(Beginning of Given entries)
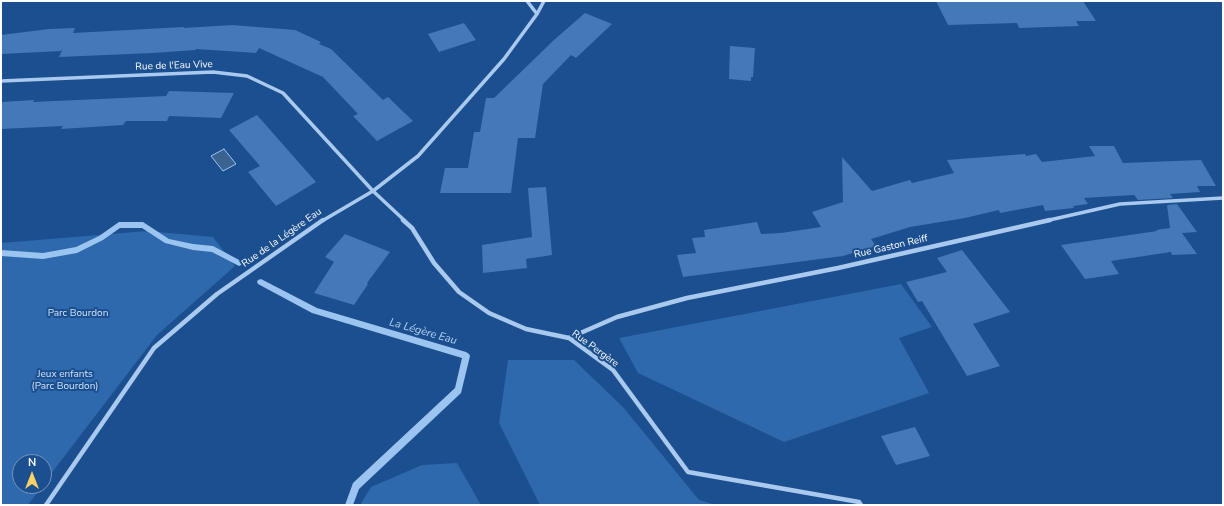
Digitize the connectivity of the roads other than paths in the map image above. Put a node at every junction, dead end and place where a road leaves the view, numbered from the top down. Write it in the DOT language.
graph roads {
  1 [pos="527,1"];
  2 [pos="544,1"];
  3 [pos="537,14"];
  4 [pos="1,81"];
  5 [pos="373,191"];
  6 [pos="1223,198"];
  7 [pos="569,338"];
  8 [pos="46,505"];
  9 [pos="861,505"];
  1 -- 3 [label="street"];
  2 -- 3 [label="street, Rue de la Légère Eau"];
  3 -- 5 [label="street, Rue de la Légère Eau"];
  4 -- 5 [label="street, Rue de l'Eau Vive"];
  5 -- 7 [label="street, Rue Pergère"];
  5 -- 8 [label="street, Rue de la Légère Eau"];
  6 -- 7 [label="street, Rue Gaston Reiff"];
  7 -- 9 [label="street, Rue Pergère"];
}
(End of Given entries)
Problem
Repeat everything in the entries above word for word, excluding the images.

Written answer
Digitize the connectivity of the roads other than paths in the map image above. Put a node at every junction, dead end and place where a road leaves the view, numbered from the top down. Write it in the DOT language.
graph roads {
  1 [pos="527,1"];
  2 [pos="544,1"];
  3 [pos="537,14"];
  4 [pos="1,81"];
  5 [pos="373,191"];
  6 [pos="1223,198"];
  7 [pos="569,338"];
  8 [pos="46,505"];
  9 [pos="861,505"];
  1 -- 3 [label="street"];
  2 -- 3 [label="street, Rue de la Légère Eau"];
  3 -- 5 [label="street, Rue de la Légère Eau"];
  4 -- 5 [label="street, Rue de l'Eau Vive"];
  5 -- 7 [label="street, Rue Pergère"];
  5 -- 8 [label="street, Rue de la Légère Eau"];
  6 -- 7 [label="street, Rue Gaston Reiff"];
  7 -- 9 [label="street, Rue Pergère"];
}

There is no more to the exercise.